§ Task objective:
Look through the entries. Copy each line that has the word "relative".

§ Recorded information:
-------------------------

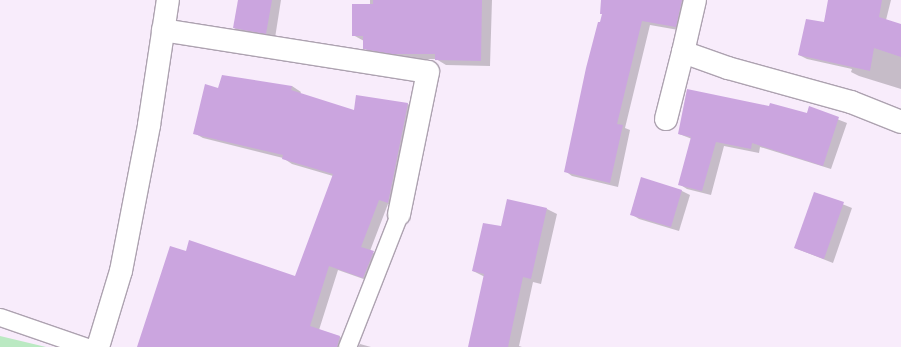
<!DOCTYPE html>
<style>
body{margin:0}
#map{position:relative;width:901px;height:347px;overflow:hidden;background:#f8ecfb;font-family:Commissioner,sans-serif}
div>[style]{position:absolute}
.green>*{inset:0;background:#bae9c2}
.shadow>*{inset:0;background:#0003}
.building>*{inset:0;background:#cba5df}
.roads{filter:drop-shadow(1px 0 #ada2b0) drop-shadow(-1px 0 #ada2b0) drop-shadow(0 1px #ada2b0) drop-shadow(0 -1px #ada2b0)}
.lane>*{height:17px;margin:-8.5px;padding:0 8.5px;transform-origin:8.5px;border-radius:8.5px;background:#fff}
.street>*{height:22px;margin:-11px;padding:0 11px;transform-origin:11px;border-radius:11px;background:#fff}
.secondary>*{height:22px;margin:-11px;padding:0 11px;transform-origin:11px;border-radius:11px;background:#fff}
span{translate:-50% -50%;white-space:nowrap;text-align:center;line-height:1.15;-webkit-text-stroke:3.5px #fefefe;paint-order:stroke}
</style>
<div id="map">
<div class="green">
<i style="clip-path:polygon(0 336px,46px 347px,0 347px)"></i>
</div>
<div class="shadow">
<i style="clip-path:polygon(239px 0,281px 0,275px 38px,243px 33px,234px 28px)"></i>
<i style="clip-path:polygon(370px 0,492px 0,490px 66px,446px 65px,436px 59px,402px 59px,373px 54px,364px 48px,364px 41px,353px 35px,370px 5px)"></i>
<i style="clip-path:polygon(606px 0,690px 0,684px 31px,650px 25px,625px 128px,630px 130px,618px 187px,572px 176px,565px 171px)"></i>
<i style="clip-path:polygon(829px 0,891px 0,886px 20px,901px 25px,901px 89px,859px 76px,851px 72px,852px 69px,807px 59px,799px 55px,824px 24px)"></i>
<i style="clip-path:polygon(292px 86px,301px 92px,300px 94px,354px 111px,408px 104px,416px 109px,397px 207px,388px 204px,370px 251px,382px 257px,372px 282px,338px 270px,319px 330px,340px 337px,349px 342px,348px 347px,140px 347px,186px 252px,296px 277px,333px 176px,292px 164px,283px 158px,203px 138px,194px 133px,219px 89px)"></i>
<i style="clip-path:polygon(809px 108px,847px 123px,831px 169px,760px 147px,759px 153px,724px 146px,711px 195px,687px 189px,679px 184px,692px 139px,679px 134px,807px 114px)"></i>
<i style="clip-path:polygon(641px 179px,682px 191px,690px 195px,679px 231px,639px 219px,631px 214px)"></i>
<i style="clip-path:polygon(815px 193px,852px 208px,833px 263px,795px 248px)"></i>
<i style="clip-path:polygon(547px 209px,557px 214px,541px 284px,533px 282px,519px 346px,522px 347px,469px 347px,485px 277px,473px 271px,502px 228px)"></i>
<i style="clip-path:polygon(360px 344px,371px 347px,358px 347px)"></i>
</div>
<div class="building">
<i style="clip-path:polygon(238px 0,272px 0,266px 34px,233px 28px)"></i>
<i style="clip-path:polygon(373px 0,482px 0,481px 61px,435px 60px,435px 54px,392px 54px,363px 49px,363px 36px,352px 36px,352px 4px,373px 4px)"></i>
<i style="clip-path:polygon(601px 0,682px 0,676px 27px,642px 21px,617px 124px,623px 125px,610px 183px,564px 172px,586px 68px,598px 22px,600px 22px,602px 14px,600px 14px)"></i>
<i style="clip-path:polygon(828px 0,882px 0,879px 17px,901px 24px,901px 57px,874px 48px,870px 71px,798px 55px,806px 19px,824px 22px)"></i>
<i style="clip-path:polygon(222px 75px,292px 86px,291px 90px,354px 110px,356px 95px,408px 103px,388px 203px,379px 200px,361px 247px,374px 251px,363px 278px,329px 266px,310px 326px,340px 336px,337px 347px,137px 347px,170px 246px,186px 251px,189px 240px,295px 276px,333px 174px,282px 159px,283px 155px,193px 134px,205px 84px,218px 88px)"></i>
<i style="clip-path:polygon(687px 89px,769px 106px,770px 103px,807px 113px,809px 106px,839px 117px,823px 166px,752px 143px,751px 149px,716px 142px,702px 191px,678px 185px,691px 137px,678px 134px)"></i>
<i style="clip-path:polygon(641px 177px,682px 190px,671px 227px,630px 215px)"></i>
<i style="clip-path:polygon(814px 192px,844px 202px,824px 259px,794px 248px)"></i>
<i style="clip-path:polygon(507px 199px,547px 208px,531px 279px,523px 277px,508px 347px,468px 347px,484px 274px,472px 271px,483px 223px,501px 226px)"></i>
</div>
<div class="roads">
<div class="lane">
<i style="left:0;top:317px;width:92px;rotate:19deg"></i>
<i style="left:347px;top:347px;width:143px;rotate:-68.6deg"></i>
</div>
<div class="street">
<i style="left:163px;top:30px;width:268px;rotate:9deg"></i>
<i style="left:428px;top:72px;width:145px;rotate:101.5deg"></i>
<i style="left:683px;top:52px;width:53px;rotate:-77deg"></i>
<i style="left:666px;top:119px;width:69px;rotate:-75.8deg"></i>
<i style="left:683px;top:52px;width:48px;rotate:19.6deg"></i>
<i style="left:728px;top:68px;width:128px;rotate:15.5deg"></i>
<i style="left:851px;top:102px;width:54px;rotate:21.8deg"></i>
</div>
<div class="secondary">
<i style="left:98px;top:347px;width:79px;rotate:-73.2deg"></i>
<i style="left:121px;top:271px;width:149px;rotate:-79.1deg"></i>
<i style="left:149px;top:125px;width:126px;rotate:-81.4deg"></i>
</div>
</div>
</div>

-------------------------

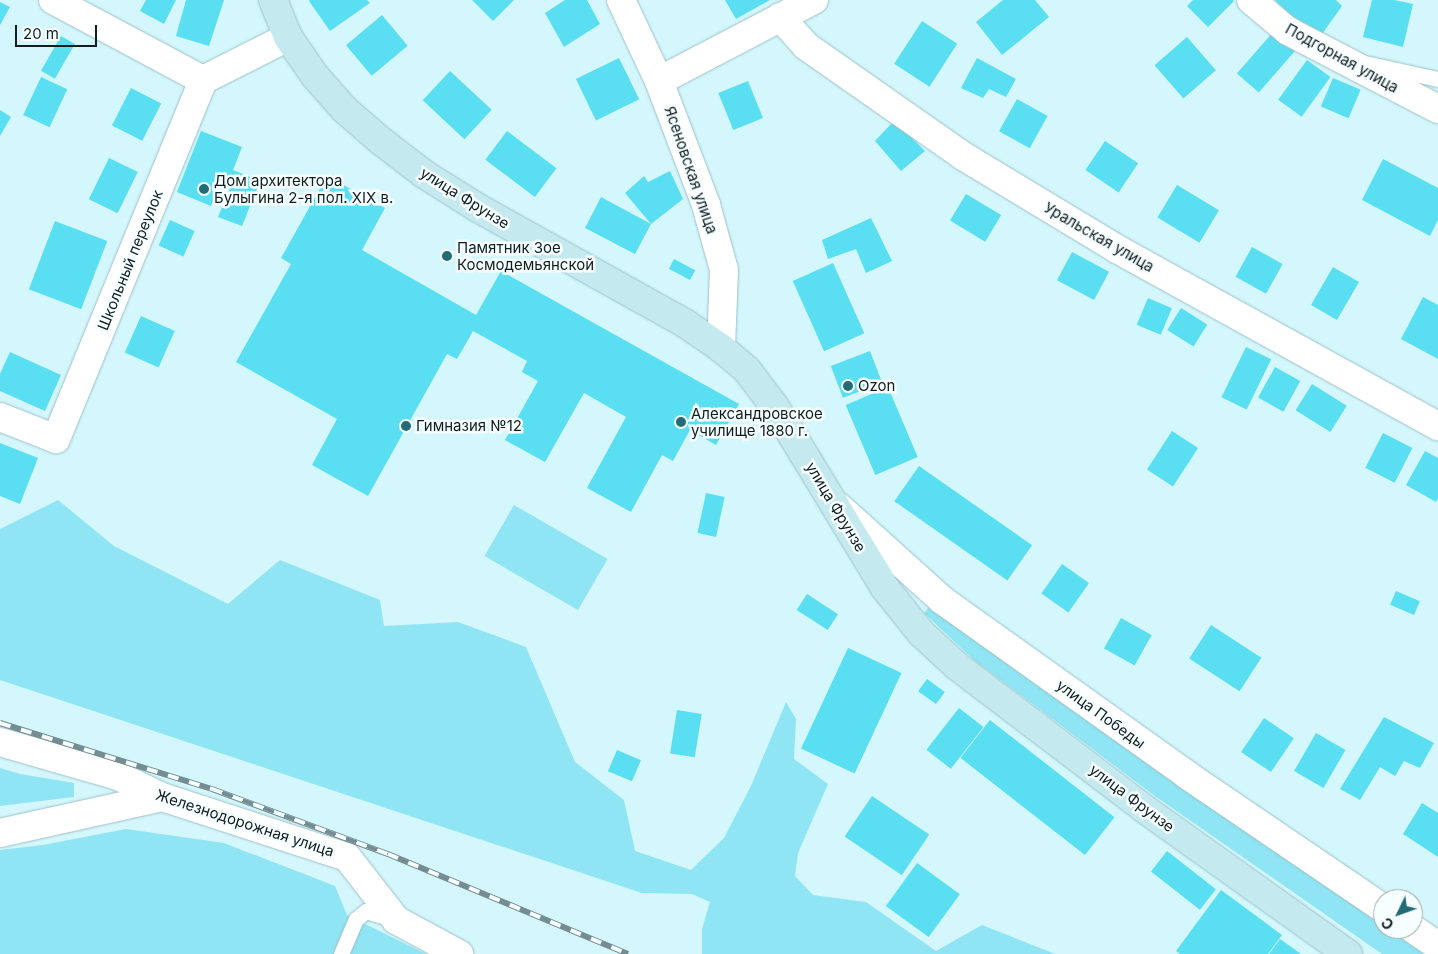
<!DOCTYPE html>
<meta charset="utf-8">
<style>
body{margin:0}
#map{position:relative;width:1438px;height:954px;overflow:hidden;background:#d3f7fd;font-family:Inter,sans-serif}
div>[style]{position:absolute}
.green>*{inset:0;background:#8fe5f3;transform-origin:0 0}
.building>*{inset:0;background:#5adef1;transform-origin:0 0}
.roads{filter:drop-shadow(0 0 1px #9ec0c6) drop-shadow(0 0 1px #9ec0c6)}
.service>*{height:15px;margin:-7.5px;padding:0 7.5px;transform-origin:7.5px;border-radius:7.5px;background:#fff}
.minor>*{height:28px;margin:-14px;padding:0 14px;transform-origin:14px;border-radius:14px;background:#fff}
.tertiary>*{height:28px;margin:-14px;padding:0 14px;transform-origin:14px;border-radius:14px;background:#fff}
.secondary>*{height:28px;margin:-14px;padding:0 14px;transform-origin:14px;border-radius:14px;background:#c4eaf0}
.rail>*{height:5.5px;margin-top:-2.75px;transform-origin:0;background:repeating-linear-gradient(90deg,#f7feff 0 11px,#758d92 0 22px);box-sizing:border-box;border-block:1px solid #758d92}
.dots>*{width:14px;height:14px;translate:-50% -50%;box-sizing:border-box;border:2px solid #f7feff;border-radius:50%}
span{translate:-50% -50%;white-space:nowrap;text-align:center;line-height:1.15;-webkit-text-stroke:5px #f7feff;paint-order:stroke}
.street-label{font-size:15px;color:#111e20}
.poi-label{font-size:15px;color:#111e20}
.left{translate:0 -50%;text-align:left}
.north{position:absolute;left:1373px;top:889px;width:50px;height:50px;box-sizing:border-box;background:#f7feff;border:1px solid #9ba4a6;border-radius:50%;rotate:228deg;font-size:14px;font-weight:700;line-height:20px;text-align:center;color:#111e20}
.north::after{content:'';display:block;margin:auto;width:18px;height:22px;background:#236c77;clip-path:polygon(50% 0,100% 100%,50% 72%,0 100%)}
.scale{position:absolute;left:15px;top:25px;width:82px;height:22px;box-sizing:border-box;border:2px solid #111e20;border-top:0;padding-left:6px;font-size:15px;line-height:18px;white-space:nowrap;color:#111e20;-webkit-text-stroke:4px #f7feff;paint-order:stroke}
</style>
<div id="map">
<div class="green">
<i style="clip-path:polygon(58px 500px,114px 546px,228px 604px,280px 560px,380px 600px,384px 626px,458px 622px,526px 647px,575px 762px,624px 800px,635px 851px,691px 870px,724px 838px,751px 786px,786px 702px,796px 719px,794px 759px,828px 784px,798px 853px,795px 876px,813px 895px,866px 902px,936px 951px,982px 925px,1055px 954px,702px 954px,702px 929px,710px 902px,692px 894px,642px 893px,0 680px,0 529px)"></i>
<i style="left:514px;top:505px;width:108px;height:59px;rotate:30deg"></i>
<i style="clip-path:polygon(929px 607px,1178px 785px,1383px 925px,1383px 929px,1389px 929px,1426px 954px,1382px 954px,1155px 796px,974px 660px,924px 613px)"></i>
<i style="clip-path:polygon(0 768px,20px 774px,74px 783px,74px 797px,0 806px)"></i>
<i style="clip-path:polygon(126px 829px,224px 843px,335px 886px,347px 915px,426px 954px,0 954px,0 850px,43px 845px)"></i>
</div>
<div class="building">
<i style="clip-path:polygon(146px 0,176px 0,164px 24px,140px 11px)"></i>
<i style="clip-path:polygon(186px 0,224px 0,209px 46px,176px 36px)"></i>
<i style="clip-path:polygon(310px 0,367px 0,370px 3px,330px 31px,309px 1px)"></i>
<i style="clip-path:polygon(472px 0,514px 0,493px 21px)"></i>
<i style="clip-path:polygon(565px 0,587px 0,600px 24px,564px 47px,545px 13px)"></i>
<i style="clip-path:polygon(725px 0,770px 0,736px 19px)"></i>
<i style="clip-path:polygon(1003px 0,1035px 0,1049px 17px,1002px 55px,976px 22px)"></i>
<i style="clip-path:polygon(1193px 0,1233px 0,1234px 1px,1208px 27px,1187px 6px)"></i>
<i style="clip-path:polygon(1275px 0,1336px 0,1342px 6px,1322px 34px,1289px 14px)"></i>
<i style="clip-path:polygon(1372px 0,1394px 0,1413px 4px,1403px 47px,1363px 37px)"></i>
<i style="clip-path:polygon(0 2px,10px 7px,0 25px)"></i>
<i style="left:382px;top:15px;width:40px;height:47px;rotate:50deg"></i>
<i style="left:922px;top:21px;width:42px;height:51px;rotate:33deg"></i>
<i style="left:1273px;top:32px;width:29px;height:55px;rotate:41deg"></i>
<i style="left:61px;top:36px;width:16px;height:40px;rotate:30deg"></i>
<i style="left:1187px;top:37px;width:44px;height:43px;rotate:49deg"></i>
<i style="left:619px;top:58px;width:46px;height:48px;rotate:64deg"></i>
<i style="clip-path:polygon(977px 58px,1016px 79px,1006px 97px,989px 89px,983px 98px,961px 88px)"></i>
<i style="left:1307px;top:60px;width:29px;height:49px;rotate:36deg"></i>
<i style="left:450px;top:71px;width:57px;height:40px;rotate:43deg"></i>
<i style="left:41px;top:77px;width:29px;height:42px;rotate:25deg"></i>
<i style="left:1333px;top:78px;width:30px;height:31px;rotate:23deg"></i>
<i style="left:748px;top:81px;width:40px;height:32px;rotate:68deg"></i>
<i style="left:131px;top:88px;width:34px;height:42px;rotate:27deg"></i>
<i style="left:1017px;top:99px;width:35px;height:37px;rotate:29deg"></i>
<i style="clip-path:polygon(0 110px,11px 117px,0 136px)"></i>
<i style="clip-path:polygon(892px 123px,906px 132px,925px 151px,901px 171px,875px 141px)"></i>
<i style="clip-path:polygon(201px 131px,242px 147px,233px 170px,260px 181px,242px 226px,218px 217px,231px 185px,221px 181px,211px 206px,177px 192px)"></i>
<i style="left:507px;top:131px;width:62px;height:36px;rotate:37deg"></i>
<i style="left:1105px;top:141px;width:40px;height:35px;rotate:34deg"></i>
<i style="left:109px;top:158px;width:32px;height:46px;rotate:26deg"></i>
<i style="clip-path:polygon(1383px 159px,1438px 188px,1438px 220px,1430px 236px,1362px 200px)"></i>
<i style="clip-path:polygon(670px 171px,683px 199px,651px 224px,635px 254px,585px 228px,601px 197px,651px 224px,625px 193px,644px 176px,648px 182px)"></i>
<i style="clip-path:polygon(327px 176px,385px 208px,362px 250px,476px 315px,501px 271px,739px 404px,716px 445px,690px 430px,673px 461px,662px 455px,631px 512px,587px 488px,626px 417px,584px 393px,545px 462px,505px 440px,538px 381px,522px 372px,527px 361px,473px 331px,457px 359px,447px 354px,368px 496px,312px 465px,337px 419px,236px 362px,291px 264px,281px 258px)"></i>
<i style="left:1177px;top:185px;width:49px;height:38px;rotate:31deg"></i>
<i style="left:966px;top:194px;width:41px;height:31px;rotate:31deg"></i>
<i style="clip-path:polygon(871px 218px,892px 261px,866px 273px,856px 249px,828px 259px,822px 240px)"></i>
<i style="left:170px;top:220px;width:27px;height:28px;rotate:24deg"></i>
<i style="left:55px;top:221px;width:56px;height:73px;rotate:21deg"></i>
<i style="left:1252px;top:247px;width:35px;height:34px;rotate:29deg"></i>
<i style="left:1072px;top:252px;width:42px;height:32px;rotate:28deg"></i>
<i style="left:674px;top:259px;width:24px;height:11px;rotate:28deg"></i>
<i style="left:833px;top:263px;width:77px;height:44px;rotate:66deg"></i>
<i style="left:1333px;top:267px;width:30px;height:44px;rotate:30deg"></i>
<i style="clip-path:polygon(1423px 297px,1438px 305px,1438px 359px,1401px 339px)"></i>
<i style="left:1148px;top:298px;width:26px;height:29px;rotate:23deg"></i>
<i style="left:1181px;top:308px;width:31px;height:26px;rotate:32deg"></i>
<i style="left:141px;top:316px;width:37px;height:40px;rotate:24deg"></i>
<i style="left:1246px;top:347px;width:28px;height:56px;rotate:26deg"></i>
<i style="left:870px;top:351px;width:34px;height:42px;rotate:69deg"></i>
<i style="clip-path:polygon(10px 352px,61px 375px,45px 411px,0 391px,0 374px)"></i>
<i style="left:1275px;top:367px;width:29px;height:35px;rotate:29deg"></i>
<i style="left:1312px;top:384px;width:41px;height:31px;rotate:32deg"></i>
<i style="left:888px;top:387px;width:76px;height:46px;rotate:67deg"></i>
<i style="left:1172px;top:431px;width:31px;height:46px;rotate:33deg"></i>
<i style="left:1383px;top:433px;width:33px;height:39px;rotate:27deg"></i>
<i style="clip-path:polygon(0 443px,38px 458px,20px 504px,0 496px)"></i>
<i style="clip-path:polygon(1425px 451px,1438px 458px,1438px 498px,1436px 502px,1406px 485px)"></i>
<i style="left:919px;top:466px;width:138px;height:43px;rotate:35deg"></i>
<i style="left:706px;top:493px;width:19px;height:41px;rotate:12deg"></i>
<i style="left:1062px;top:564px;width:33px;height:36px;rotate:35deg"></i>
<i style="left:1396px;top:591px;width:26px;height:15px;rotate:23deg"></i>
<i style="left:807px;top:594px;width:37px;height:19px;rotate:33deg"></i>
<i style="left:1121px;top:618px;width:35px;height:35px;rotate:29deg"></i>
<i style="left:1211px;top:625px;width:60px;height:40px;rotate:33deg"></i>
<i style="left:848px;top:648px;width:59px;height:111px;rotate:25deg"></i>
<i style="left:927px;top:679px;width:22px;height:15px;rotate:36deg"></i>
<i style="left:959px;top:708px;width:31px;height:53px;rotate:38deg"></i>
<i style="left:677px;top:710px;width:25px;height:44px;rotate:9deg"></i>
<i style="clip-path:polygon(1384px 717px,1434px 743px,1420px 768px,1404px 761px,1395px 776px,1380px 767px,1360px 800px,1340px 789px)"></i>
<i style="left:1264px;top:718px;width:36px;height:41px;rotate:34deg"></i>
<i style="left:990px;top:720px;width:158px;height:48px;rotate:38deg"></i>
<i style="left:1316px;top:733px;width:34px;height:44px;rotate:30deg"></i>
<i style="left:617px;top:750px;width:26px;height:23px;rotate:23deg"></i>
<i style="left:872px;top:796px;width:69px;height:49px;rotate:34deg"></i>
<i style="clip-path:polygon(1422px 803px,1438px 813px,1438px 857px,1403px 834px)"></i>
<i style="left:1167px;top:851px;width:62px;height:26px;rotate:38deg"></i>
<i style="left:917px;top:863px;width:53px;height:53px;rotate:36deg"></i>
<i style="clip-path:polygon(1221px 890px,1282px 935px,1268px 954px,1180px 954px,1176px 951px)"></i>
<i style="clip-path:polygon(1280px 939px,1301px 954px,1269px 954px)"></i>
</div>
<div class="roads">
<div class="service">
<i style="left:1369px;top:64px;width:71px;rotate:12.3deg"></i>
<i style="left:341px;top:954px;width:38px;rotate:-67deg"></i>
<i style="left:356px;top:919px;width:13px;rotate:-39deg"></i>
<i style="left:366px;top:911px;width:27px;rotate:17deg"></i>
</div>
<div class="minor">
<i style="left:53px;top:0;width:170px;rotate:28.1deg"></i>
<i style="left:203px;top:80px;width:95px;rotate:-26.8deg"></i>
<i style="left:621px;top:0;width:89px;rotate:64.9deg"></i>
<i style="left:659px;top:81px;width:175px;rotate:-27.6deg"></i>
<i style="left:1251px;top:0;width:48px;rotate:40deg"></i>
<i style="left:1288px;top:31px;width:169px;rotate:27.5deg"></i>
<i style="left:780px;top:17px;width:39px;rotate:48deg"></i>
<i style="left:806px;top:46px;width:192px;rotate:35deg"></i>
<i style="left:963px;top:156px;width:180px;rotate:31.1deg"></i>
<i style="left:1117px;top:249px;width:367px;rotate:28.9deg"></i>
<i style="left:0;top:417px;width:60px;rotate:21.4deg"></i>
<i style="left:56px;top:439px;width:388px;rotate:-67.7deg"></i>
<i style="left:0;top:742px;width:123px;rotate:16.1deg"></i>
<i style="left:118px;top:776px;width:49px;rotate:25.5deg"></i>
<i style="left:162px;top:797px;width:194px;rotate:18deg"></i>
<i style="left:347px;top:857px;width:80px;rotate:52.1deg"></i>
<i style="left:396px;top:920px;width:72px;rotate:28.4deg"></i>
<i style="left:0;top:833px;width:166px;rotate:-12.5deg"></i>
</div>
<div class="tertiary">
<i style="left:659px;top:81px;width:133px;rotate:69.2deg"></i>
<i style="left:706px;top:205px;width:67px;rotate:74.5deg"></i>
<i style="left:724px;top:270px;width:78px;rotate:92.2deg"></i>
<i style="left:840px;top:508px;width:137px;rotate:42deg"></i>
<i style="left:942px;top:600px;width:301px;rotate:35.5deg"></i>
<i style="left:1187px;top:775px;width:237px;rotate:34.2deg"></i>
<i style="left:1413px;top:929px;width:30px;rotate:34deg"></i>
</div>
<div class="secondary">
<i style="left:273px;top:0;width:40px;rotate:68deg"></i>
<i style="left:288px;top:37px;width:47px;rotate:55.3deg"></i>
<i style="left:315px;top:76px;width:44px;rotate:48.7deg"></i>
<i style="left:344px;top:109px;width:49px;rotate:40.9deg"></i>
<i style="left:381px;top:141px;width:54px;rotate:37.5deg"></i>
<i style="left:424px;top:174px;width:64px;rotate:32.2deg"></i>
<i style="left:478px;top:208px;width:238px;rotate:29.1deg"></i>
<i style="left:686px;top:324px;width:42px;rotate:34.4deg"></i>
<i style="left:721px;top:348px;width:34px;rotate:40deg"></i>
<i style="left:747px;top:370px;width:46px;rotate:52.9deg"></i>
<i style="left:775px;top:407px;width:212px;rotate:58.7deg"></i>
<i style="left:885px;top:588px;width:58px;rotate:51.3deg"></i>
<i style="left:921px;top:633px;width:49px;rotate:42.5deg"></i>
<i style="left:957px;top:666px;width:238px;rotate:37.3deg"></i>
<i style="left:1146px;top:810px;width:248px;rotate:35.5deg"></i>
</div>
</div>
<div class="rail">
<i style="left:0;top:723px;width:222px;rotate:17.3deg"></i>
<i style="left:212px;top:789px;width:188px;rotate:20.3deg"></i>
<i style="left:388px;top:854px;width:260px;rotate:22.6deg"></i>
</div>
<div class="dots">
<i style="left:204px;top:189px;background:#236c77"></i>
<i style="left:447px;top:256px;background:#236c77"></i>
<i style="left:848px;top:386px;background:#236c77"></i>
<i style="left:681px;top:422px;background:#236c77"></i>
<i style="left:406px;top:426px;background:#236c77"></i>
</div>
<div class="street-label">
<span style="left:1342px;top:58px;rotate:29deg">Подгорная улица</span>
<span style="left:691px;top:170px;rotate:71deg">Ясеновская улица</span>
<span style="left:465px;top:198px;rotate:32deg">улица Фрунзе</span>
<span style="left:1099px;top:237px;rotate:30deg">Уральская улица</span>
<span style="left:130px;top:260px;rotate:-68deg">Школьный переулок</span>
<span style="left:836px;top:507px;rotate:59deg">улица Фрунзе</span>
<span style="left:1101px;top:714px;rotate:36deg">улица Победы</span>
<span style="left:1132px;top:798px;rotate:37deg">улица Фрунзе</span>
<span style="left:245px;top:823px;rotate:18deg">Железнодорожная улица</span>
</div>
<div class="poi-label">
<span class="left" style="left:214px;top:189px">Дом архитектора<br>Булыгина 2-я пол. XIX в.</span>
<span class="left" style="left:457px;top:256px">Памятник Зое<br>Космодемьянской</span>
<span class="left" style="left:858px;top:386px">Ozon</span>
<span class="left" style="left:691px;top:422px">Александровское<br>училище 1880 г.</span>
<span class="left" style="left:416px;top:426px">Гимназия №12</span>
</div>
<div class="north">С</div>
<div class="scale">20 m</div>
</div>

-------------------------

§ Exercise result:
#map{position:relative;width:901px;height:347px;overflow:hidden;background:#f8ecfb;font-family:Commissioner,sans-serif}
#map{position:relative;width:1438px;height:954px;overflow:hidden;background:#d3f7fd;font-family:Inter,sans-serif}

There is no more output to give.